▶ **DATA FOR PROCESSING**:
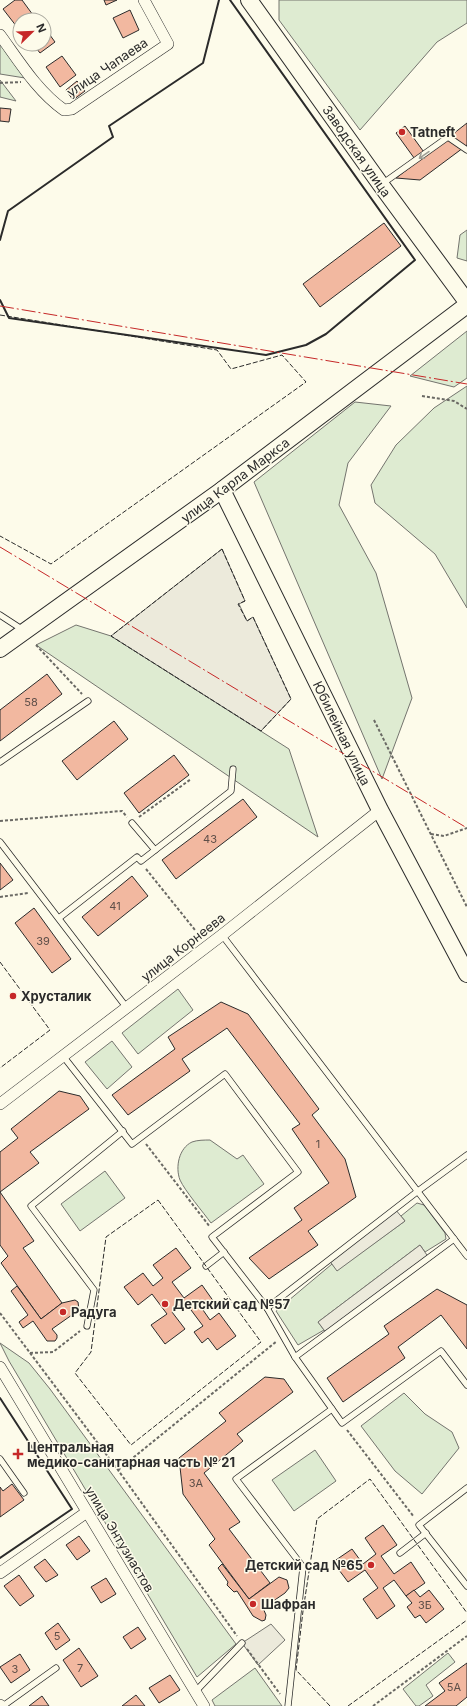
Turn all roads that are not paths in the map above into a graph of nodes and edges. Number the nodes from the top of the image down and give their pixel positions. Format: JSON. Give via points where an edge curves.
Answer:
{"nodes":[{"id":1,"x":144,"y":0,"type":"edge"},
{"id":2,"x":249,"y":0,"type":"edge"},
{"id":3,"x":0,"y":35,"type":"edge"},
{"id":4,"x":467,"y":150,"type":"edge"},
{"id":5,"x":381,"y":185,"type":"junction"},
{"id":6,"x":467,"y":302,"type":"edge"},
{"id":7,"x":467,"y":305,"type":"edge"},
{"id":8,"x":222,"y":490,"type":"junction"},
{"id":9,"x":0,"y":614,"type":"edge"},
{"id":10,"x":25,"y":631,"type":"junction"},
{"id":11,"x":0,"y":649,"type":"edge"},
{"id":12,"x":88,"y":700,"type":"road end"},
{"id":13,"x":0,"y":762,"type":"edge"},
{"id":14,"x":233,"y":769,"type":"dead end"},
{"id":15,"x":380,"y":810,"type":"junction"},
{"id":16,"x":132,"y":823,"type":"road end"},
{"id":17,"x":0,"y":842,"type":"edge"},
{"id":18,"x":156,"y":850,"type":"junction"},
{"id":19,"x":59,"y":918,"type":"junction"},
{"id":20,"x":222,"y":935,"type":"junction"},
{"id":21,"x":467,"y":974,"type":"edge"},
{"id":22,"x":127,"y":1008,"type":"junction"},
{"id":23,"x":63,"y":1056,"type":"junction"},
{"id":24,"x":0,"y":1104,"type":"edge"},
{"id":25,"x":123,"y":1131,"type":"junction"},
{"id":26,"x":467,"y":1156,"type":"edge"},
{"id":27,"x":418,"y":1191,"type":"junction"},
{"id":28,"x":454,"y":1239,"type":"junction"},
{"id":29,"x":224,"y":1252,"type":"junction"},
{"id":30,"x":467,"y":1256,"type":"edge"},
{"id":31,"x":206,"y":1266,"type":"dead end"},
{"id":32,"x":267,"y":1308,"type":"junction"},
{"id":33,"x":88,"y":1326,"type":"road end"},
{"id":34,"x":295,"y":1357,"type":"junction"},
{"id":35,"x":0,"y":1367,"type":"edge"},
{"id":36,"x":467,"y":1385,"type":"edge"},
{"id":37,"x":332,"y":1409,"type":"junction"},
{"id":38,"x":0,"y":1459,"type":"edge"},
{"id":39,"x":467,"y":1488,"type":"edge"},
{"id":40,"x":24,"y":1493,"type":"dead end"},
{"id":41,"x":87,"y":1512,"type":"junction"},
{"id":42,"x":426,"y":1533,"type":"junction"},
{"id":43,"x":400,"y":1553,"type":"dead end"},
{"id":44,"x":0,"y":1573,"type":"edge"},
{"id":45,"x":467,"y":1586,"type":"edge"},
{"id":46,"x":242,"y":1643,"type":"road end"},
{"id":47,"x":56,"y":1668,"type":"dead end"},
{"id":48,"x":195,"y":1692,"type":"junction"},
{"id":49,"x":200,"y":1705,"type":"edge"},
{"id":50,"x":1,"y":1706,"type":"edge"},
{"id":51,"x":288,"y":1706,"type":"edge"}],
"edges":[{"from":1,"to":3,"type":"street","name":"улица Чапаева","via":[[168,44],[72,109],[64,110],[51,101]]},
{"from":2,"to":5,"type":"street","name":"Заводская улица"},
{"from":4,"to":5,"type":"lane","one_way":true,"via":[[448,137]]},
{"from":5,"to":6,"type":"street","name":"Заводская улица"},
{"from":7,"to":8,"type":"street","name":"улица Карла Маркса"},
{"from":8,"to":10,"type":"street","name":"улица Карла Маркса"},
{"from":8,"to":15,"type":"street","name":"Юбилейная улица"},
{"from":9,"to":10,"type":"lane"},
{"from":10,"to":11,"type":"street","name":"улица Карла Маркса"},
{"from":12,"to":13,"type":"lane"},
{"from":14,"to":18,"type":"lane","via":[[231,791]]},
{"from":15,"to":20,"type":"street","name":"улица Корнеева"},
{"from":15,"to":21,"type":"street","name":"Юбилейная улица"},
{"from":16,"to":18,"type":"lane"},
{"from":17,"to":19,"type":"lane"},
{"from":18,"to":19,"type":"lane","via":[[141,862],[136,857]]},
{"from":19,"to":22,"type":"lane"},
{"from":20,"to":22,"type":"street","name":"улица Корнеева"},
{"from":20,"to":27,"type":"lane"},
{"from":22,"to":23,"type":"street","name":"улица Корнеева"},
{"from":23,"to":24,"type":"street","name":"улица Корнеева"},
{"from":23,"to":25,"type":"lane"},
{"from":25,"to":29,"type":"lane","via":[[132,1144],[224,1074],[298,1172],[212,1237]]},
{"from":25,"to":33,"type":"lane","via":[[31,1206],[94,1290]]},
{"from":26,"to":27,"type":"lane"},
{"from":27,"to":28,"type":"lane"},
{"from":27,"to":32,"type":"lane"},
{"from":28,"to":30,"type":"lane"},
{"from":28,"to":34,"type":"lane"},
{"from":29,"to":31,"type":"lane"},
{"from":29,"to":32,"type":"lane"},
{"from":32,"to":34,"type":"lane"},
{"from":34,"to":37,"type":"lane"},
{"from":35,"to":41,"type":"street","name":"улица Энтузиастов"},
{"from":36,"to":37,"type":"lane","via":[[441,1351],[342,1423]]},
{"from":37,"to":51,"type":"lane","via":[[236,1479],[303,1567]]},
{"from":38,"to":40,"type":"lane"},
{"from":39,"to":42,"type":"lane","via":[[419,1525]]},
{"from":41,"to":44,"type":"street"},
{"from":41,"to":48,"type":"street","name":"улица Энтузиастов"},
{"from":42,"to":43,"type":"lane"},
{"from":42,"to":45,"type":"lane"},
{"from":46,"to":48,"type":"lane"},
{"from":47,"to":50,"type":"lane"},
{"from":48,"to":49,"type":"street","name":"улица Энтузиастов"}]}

==

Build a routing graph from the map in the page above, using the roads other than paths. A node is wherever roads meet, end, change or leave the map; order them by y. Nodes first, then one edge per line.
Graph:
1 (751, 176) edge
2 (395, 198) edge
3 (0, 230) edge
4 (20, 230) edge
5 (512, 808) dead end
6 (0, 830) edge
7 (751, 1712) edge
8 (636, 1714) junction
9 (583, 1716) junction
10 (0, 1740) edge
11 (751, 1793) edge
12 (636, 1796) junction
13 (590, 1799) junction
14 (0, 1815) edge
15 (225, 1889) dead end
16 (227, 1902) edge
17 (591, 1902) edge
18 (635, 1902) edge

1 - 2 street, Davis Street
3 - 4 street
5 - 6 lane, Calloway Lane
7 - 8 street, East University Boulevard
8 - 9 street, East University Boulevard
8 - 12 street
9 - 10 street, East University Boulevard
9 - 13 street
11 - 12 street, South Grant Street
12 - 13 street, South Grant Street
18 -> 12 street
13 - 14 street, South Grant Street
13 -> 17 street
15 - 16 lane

...

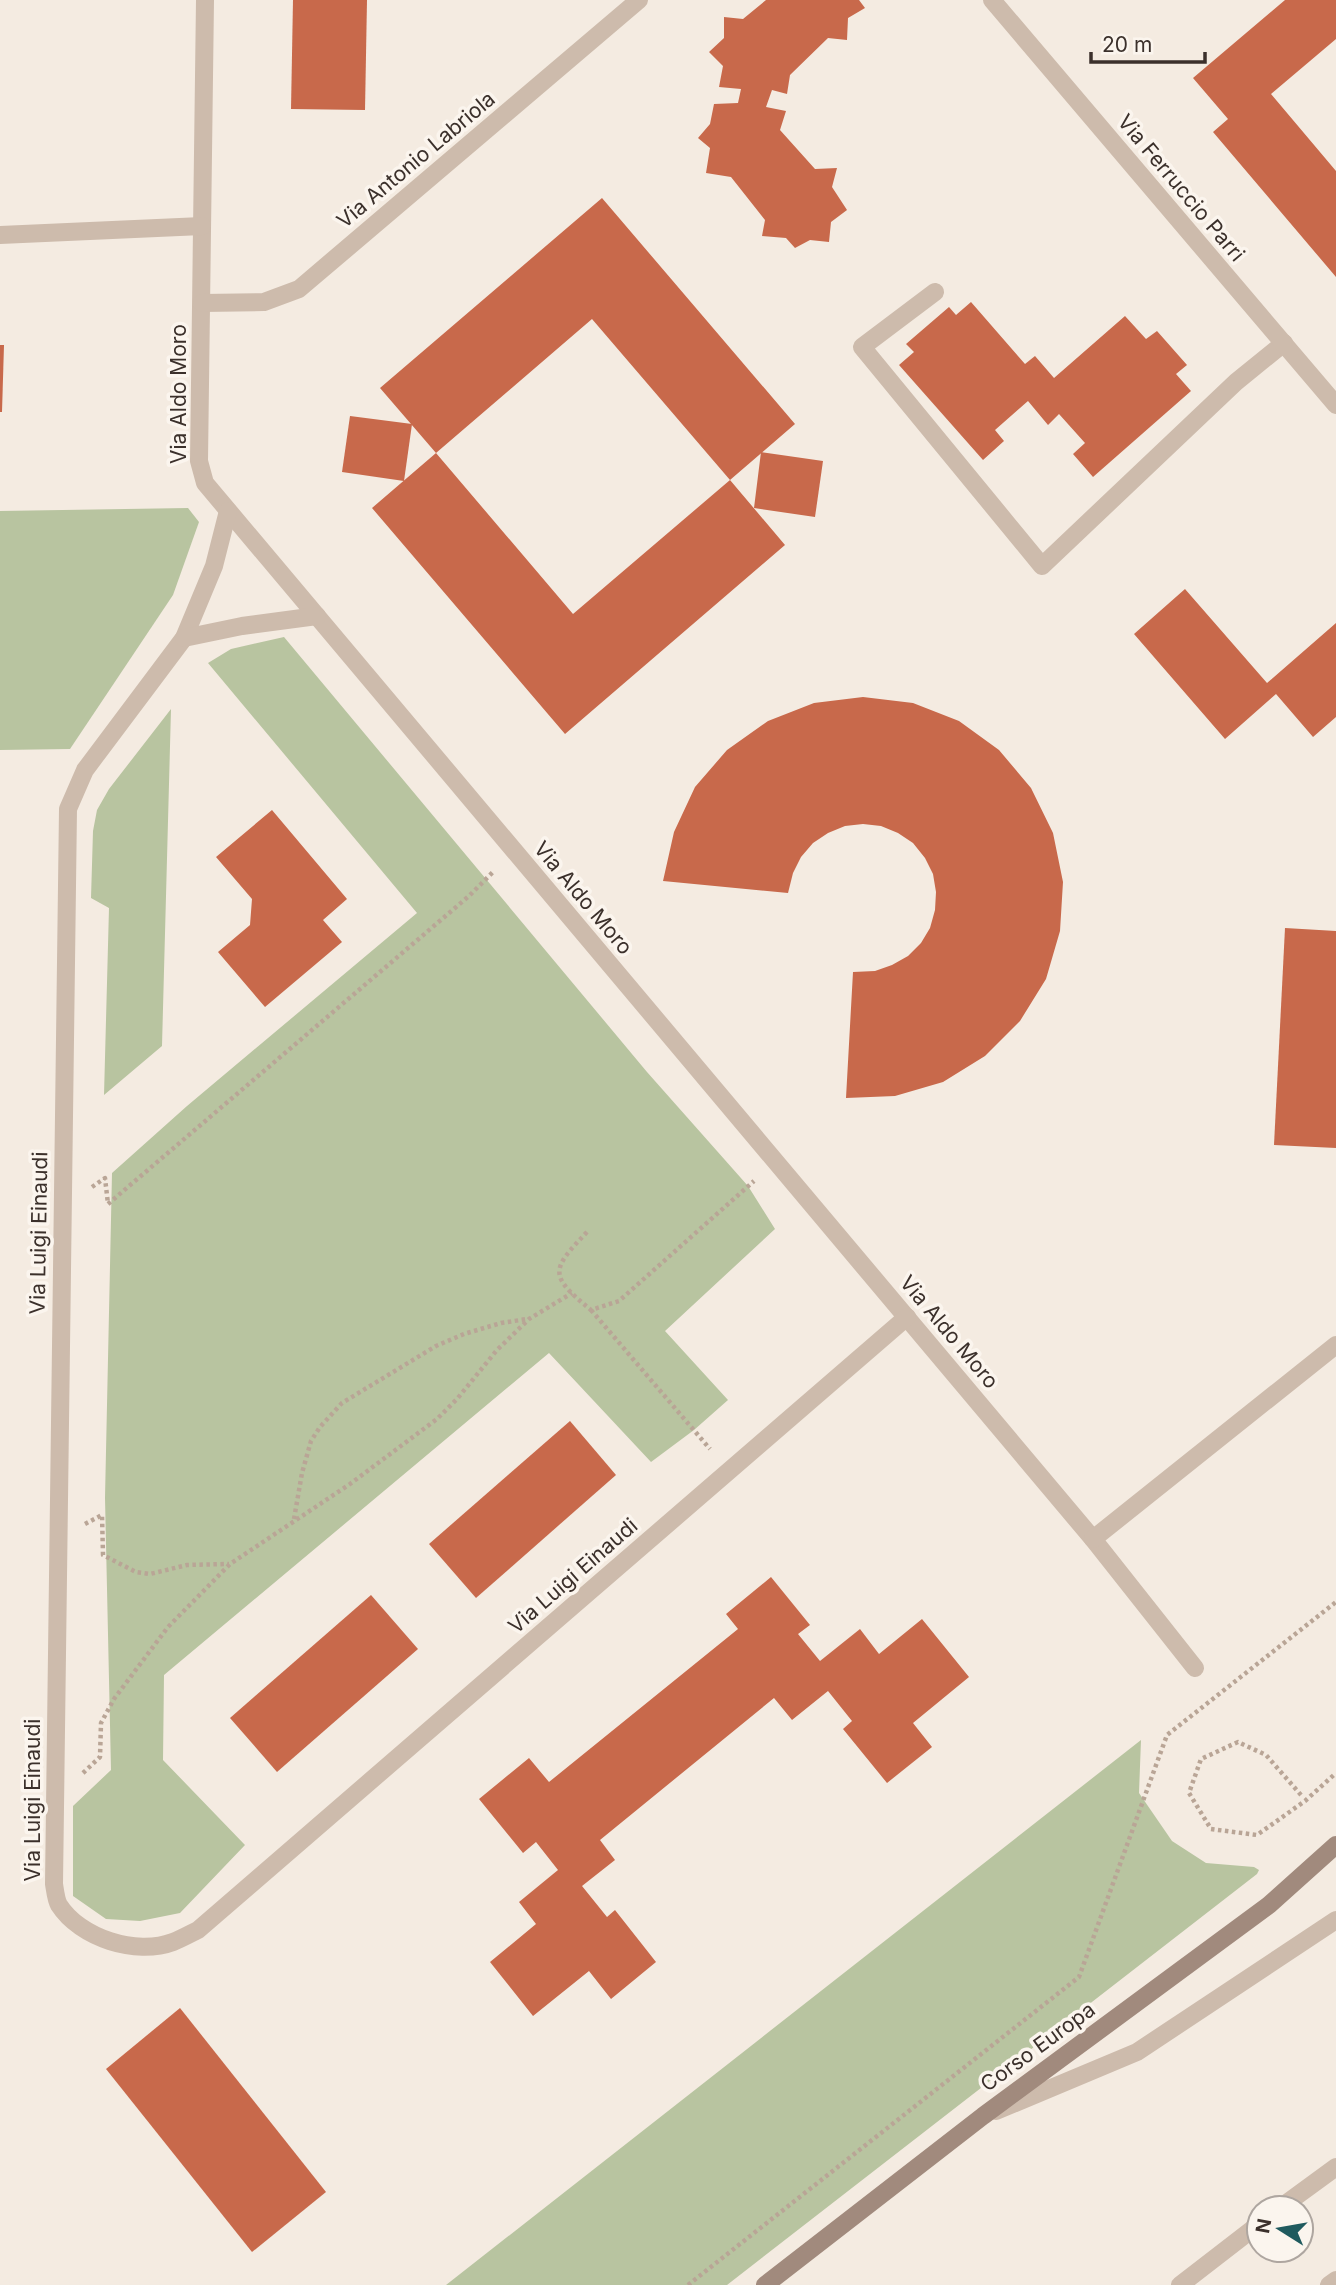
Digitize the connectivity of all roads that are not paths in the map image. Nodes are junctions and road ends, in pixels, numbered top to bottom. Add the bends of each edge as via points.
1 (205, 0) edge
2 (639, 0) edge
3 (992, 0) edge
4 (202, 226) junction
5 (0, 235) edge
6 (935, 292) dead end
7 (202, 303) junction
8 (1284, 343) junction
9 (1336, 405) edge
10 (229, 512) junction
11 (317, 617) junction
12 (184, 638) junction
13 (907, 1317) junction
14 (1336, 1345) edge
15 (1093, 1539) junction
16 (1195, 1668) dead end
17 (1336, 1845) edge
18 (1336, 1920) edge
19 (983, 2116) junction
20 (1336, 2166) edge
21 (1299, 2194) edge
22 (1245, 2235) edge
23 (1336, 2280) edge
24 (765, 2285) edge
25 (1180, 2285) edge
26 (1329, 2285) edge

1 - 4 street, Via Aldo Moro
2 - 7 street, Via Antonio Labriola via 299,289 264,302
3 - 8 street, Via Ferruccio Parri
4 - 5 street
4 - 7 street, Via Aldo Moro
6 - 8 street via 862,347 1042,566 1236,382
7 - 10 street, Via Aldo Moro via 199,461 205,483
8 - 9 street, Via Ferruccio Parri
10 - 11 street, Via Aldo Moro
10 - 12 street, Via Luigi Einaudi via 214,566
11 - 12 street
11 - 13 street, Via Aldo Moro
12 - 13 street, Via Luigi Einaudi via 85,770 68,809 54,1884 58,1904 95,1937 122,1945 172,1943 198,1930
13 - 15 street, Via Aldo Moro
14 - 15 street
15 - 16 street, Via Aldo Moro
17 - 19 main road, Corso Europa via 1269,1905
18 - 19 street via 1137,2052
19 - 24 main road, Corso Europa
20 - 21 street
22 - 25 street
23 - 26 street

▶ **INSTRUCTIONS FOR THE TASK**: Look for the word "above" in every line of the listing and copy the lines that have it.

▶ **RESPONSE TO THE TASK**:
Turn all roads that are not paths in the map above into a graph of nodes and edges. Number the nodes from the top of the image down and give their pixel positions. Format: JSON. Give via points where an edge curves.
Build a routing graph from the map in the page above, using the roads other than paths. A node is wherever roads meet, end, change or leave the map; order them by y. Nodes first, then one edge per line.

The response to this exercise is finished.